Repeat every record exactly as written, but leave out the pictures.

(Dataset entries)
+===+
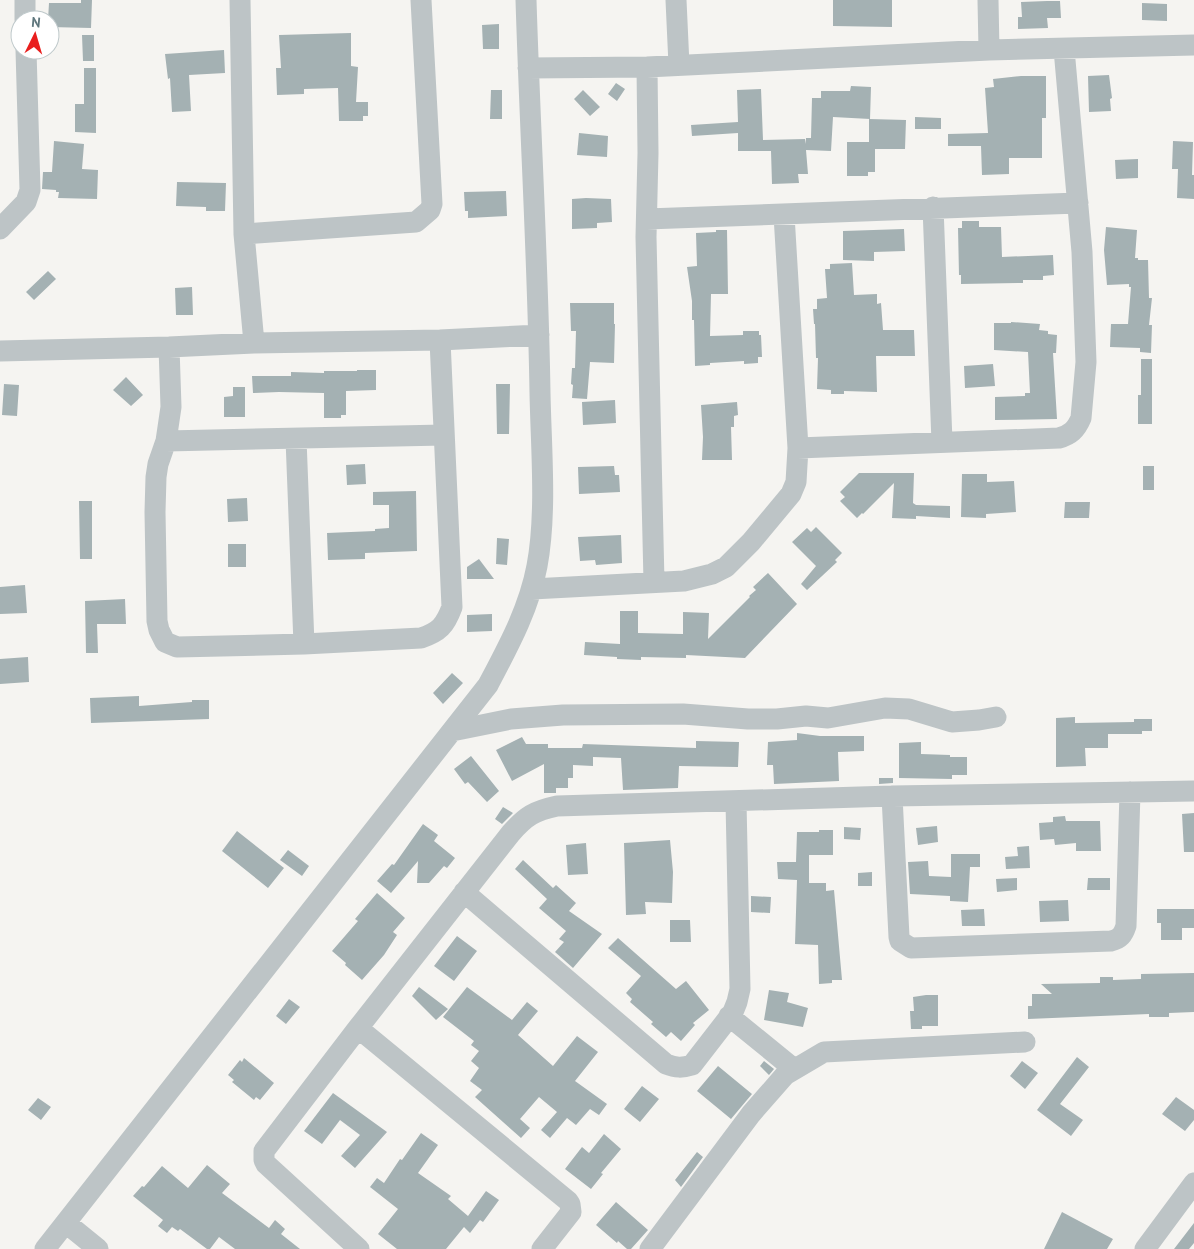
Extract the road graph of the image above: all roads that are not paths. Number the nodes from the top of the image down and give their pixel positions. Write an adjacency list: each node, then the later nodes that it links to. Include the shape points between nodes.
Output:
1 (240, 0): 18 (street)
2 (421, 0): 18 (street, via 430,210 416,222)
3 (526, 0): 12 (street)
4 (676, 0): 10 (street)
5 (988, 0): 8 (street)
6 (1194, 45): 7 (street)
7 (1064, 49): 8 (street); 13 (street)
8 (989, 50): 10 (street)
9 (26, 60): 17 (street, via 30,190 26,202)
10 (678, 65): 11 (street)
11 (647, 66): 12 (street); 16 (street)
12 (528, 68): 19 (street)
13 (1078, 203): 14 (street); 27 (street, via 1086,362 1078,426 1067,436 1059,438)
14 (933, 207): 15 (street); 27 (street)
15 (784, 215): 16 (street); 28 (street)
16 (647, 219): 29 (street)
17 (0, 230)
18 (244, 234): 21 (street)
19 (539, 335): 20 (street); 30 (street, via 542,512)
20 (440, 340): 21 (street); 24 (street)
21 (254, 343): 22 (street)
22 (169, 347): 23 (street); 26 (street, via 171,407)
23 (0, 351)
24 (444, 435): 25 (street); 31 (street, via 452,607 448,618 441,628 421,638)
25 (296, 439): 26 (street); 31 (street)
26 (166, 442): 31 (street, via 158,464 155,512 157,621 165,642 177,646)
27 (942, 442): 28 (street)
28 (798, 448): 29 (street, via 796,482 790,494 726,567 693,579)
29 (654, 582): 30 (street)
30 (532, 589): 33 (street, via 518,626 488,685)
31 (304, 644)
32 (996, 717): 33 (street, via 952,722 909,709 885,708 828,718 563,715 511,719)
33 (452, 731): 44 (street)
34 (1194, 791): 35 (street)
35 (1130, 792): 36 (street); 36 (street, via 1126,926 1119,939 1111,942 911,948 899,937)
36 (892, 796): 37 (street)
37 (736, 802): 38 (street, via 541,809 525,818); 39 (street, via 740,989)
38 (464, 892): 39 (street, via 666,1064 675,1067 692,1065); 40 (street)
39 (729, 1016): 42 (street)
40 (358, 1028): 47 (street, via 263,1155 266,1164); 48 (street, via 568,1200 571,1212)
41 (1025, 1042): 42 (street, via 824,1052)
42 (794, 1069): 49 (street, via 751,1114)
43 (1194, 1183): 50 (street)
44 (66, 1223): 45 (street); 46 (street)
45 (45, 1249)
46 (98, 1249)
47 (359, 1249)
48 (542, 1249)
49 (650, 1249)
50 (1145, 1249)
+===+
- TASK RESULT
Extract the road graph of the image above: all roads that are not paths. Number the nodes from the top of the image down and give their pixel positions. Write an adjacency list: each node, then the later nodes that it links to. Include the shape points between nodes.
Output:
1 (240, 0): 18 (street)
2 (421, 0): 18 (street, via 430,210 416,222)
3 (526, 0): 12 (street)
4 (676, 0): 10 (street)
5 (988, 0): 8 (street)
6 (1194, 45): 7 (street)
7 (1064, 49): 8 (street); 13 (street)
8 (989, 50): 10 (street)
9 (26, 60): 17 (street, via 30,190 26,202)
10 (678, 65): 11 (street)
11 (647, 66): 12 (street); 16 (street)
12 (528, 68): 19 (street)
13 (1078, 203): 14 (street); 27 (street, via 1086,362 1078,426 1067,436 1059,438)
14 (933, 207): 15 (street); 27 (street)
15 (784, 215): 16 (street); 28 (street)
16 (647, 219): 29 (street)
17 (0, 230)
18 (244, 234): 21 (street)
19 (539, 335): 20 (street); 30 (street, via 542,512)
20 (440, 340): 21 (street); 24 (street)
21 (254, 343): 22 (street)
22 (169, 347): 23 (street); 26 (street, via 171,407)
23 (0, 351)
24 (444, 435): 25 (street); 31 (street, via 452,607 448,618 441,628 421,638)
25 (296, 439): 26 (street); 31 (street)
26 (166, 442): 31 (street, via 158,464 155,512 157,621 165,642 177,646)
27 (942, 442): 28 (street)
28 (798, 448): 29 (street, via 796,482 790,494 726,567 693,579)
29 (654, 582): 30 (street)
30 (532, 589): 33 (street, via 518,626 488,685)
31 (304, 644)
32 (996, 717): 33 (street, via 952,722 909,709 885,708 828,718 563,715 511,719)
33 (452, 731): 44 (street)
34 (1194, 791): 35 (street)
35 (1130, 792): 36 (street); 36 (street, via 1126,926 1119,939 1111,942 911,948 899,937)
36 (892, 796): 37 (street)
37 (736, 802): 38 (street, via 541,809 525,818); 39 (street, via 740,989)
38 (464, 892): 39 (street, via 666,1064 675,1067 692,1065); 40 (street)
39 (729, 1016): 42 (street)
40 (358, 1028): 47 (street, via 263,1155 266,1164); 48 (street, via 568,1200 571,1212)
41 (1025, 1042): 42 (street, via 824,1052)
42 (794, 1069): 49 (street, via 751,1114)
43 (1194, 1183): 50 (street)
44 (66, 1223): 45 (street); 46 (street)
45 (45, 1249)
46 (98, 1249)
47 (359, 1249)
48 (542, 1249)
49 (650, 1249)
50 (1145, 1249)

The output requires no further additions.